__What is being asked__
Set all the entries down once more, with nothing altered.

__Information shown__
○ ○ ○ ○ ○

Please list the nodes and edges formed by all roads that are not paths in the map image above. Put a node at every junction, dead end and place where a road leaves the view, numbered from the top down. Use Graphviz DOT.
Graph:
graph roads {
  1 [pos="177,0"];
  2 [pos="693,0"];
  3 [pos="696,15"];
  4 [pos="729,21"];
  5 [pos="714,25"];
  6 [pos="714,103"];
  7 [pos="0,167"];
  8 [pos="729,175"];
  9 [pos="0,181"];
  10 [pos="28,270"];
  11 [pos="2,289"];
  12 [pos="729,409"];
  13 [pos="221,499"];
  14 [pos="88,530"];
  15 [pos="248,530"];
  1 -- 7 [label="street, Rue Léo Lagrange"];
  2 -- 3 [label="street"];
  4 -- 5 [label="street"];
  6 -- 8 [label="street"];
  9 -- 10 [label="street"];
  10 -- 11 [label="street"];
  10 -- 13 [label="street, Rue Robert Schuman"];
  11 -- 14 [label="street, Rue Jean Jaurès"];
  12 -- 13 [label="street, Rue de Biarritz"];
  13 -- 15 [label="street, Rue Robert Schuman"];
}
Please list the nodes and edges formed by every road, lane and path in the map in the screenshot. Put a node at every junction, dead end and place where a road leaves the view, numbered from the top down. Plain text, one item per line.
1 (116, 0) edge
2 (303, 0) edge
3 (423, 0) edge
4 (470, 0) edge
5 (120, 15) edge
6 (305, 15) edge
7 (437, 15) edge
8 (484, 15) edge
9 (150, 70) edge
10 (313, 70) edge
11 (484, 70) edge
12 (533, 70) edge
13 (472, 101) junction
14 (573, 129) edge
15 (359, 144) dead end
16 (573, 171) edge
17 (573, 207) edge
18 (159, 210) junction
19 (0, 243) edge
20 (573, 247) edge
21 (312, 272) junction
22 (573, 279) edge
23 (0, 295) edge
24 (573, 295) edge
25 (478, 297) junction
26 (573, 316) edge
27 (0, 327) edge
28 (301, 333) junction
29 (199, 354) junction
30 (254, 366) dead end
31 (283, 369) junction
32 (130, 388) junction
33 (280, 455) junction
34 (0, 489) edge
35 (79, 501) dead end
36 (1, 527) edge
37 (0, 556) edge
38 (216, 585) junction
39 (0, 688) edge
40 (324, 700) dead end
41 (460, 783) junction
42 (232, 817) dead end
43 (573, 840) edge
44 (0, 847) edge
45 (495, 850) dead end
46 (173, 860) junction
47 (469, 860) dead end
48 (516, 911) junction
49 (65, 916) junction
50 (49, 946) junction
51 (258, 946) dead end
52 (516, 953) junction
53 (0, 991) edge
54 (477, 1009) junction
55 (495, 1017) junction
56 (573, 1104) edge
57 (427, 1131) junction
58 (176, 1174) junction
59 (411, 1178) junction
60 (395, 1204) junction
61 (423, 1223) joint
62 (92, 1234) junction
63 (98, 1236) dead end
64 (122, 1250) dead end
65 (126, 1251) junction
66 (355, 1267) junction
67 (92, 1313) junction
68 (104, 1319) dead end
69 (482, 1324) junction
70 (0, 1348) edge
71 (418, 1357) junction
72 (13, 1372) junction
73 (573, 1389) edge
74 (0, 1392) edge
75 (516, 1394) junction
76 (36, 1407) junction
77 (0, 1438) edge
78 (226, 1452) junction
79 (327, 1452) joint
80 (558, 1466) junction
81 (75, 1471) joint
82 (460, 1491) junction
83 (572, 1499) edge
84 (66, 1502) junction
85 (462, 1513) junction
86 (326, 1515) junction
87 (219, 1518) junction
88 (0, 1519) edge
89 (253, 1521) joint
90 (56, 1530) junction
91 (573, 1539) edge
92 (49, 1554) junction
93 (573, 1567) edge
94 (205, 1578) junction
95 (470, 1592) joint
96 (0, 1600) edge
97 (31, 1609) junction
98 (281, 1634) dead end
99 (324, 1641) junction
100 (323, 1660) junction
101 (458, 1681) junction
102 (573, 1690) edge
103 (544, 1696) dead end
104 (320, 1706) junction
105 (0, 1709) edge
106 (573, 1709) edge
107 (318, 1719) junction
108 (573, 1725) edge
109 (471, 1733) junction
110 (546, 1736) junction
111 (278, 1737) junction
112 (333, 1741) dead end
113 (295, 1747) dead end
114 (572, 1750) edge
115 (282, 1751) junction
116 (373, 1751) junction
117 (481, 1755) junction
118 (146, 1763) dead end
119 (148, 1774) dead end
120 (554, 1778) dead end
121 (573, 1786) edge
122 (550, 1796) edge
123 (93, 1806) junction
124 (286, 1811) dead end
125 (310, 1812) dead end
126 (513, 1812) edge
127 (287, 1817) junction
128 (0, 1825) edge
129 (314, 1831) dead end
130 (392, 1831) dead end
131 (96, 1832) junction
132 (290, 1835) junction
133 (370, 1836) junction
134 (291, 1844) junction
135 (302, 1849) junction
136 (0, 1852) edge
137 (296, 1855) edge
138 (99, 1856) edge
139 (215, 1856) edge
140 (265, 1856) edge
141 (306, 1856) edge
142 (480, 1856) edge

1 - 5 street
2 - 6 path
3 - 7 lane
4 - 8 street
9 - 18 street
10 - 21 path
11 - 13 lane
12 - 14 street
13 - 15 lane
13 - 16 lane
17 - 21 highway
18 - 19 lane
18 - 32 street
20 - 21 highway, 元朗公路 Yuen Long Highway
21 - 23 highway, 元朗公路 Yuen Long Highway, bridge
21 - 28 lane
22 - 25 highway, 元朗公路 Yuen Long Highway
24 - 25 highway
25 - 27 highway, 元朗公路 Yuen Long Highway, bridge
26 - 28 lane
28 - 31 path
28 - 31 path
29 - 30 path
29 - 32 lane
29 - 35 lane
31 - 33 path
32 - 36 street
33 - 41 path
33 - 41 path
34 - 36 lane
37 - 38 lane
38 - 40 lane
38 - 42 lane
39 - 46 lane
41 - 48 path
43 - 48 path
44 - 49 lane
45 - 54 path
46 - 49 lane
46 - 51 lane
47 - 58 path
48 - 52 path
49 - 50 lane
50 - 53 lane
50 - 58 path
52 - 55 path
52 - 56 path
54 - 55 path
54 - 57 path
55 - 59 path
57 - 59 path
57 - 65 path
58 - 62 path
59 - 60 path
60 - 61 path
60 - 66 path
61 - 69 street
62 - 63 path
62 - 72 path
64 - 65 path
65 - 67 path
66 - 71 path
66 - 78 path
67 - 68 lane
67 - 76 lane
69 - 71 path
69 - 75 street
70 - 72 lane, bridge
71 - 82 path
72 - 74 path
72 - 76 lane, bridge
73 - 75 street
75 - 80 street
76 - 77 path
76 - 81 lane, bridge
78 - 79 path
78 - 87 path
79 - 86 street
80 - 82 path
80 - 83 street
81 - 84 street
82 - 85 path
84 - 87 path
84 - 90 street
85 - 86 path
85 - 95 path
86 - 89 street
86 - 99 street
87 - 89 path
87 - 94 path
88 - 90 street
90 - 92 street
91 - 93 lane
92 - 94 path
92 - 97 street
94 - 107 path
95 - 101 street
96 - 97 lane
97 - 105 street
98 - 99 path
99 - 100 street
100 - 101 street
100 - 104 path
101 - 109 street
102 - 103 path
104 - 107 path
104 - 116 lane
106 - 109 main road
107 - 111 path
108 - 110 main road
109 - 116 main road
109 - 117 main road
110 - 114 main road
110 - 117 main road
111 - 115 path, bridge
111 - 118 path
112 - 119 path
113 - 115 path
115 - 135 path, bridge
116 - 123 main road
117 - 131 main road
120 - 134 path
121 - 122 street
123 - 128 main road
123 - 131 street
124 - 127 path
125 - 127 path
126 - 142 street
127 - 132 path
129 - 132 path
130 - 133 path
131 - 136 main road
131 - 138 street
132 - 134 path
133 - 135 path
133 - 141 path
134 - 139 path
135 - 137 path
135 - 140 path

○ ○ ○ ○ ○

__Result of the exercise__
Please list the nodes and edges formed by all roads that are not paths in the map image above. Put a node at every junction, dead end and place where a road leaves the view, numbered from the top down. Use Graphviz DOT.
Graph:
graph roads {
  1 [pos="177,0"];
  2 [pos="693,0"];
  3 [pos="696,15"];
  4 [pos="729,21"];
  5 [pos="714,25"];
  6 [pos="714,103"];
  7 [pos="0,167"];
  8 [pos="729,175"];
  9 [pos="0,181"];
  10 [pos="28,270"];
  11 [pos="2,289"];
  12 [pos="729,409"];
  13 [pos="221,499"];
  14 [pos="88,530"];
  15 [pos="248,530"];
  1 -- 7 [label="street, Rue Léo Lagrange"];
  2 -- 3 [label="street"];
  4 -- 5 [label="street"];
  6 -- 8 [label="street"];
  9 -- 10 [label="street"];
  10 -- 11 [label="street"];
  10 -- 13 [label="street, Rue Robert Schuman"];
  11 -- 14 [label="street, Rue Jean Jaurès"];
  12 -- 13 [label="street, Rue de Biarritz"];
  13 -- 15 [label="street, Rue Robert Schuman"];
}
Please list the nodes and edges formed by every road, lane and path in the map in the screenshot. Put a node at every junction, dead end and place where a road leaves the view, numbered from the top down. Plain text, one item per line.
1 (116, 0) edge
2 (303, 0) edge
3 (423, 0) edge
4 (470, 0) edge
5 (120, 15) edge
6 (305, 15) edge
7 (437, 15) edge
8 (484, 15) edge
9 (150, 70) edge
10 (313, 70) edge
11 (484, 70) edge
12 (533, 70) edge
13 (472, 101) junction
14 (573, 129) edge
15 (359, 144) dead end
16 (573, 171) edge
17 (573, 207) edge
18 (159, 210) junction
19 (0, 243) edge
20 (573, 247) edge
21 (312, 272) junction
22 (573, 279) edge
23 (0, 295) edge
24 (573, 295) edge
25 (478, 297) junction
26 (573, 316) edge
27 (0, 327) edge
28 (301, 333) junction
29 (199, 354) junction
30 (254, 366) dead end
31 (283, 369) junction
32 (130, 388) junction
33 (280, 455) junction
34 (0, 489) edge
35 (79, 501) dead end
36 (1, 527) edge
37 (0, 556) edge
38 (216, 585) junction
39 (0, 688) edge
40 (324, 700) dead end
41 (460, 783) junction
42 (232, 817) dead end
43 (573, 840) edge
44 (0, 847) edge
45 (495, 850) dead end
46 (173, 860) junction
47 (469, 860) dead end
48 (516, 911) junction
49 (65, 916) junction
50 (49, 946) junction
51 (258, 946) dead end
52 (516, 953) junction
53 (0, 991) edge
54 (477, 1009) junction
55 (495, 1017) junction
56 (573, 1104) edge
57 (427, 1131) junction
58 (176, 1174) junction
59 (411, 1178) junction
60 (395, 1204) junction
61 (423, 1223) joint
62 (92, 1234) junction
63 (98, 1236) dead end
64 (122, 1250) dead end
65 (126, 1251) junction
66 (355, 1267) junction
67 (92, 1313) junction
68 (104, 1319) dead end
69 (482, 1324) junction
70 (0, 1348) edge
71 (418, 1357) junction
72 (13, 1372) junction
73 (573, 1389) edge
74 (0, 1392) edge
75 (516, 1394) junction
76 (36, 1407) junction
77 (0, 1438) edge
78 (226, 1452) junction
79 (327, 1452) joint
80 (558, 1466) junction
81 (75, 1471) joint
82 (460, 1491) junction
83 (572, 1499) edge
84 (66, 1502) junction
85 (462, 1513) junction
86 (326, 1515) junction
87 (219, 1518) junction
88 (0, 1519) edge
89 (253, 1521) joint
90 (56, 1530) junction
91 (573, 1539) edge
92 (49, 1554) junction
93 (573, 1567) edge
94 (205, 1578) junction
95 (470, 1592) joint
96 (0, 1600) edge
97 (31, 1609) junction
98 (281, 1634) dead end
99 (324, 1641) junction
100 (323, 1660) junction
101 (458, 1681) junction
102 (573, 1690) edge
103 (544, 1696) dead end
104 (320, 1706) junction
105 (0, 1709) edge
106 (573, 1709) edge
107 (318, 1719) junction
108 (573, 1725) edge
109 (471, 1733) junction
110 (546, 1736) junction
111 (278, 1737) junction
112 (333, 1741) dead end
113 (295, 1747) dead end
114 (572, 1750) edge
115 (282, 1751) junction
116 (373, 1751) junction
117 (481, 1755) junction
118 (146, 1763) dead end
119 (148, 1774) dead end
120 (554, 1778) dead end
121 (573, 1786) edge
122 (550, 1796) edge
123 (93, 1806) junction
124 (286, 1811) dead end
125 (310, 1812) dead end
126 (513, 1812) edge
127 (287, 1817) junction
128 (0, 1825) edge
129 (314, 1831) dead end
130 (392, 1831) dead end
131 (96, 1832) junction
132 (290, 1835) junction
133 (370, 1836) junction
134 (291, 1844) junction
135 (302, 1849) junction
136 (0, 1852) edge
137 (296, 1855) edge
138 (99, 1856) edge
139 (215, 1856) edge
140 (265, 1856) edge
141 (306, 1856) edge
142 (480, 1856) edge

1 - 5 street
2 - 6 path
3 - 7 lane
4 - 8 street
9 - 18 street
10 - 21 path
11 - 13 lane
12 - 14 street
13 - 15 lane
13 - 16 lane
17 - 21 highway
18 - 19 lane
18 - 32 street
20 - 21 highway, 元朗公路 Yuen Long Highway
21 - 23 highway, 元朗公路 Yuen Long Highway, bridge
21 - 28 lane
22 - 25 highway, 元朗公路 Yuen Long Highway
24 - 25 highway
25 - 27 highway, 元朗公路 Yuen Long Highway, bridge
26 - 28 lane
28 - 31 path
28 - 31 path
29 - 30 path
29 - 32 lane
29 - 35 lane
31 - 33 path
32 - 36 street
33 - 41 path
33 - 41 path
34 - 36 lane
37 - 38 lane
38 - 40 lane
38 - 42 lane
39 - 46 lane
41 - 48 path
43 - 48 path
44 - 49 lane
45 - 54 path
46 - 49 lane
46 - 51 lane
47 - 58 path
48 - 52 path
49 - 50 lane
50 - 53 lane
50 - 58 path
52 - 55 path
52 - 56 path
54 - 55 path
54 - 57 path
55 - 59 path
57 - 59 path
57 - 65 path
58 - 62 path
59 - 60 path
60 - 61 path
60 - 66 path
61 - 69 street
62 - 63 path
62 - 72 path
64 - 65 path
65 - 67 path
66 - 71 path
66 - 78 path
67 - 68 lane
67 - 76 lane
69 - 71 path
69 - 75 street
70 - 72 lane, bridge
71 - 82 path
72 - 74 path
72 - 76 lane, bridge
73 - 75 street
75 - 80 street
76 - 77 path
76 - 81 lane, bridge
78 - 79 path
78 - 87 path
79 - 86 street
80 - 82 path
80 - 83 street
81 - 84 street
82 - 85 path
84 - 87 path
84 - 90 street
85 - 86 path
85 - 95 path
86 - 89 street
86 - 99 street
87 - 89 path
87 - 94 path
88 - 90 street
90 - 92 street
91 - 93 lane
92 - 94 path
92 - 97 street
94 - 107 path
95 - 101 street
96 - 97 lane
97 - 105 street
98 - 99 path
99 - 100 street
100 - 101 street
100 - 104 path
101 - 109 street
102 - 103 path
104 - 107 path
104 - 116 lane
106 - 109 main road
107 - 111 path
108 - 110 main road
109 - 116 main road
109 - 117 main road
110 - 114 main road
110 - 117 main road
111 - 115 path, bridge
111 - 118 path
112 - 119 path
113 - 115 path
115 - 135 path, bridge
116 - 123 main road
117 - 131 main road
120 - 134 path
121 - 122 street
123 - 128 main road
123 - 131 street
124 - 127 path
125 - 127 path
126 - 142 street
127 - 132 path
129 - 132 path
130 - 133 path
131 - 136 main road
131 - 138 street
132 - 134 path
133 - 135 path
133 - 141 path
134 - 139 path
135 - 137 path
135 - 140 path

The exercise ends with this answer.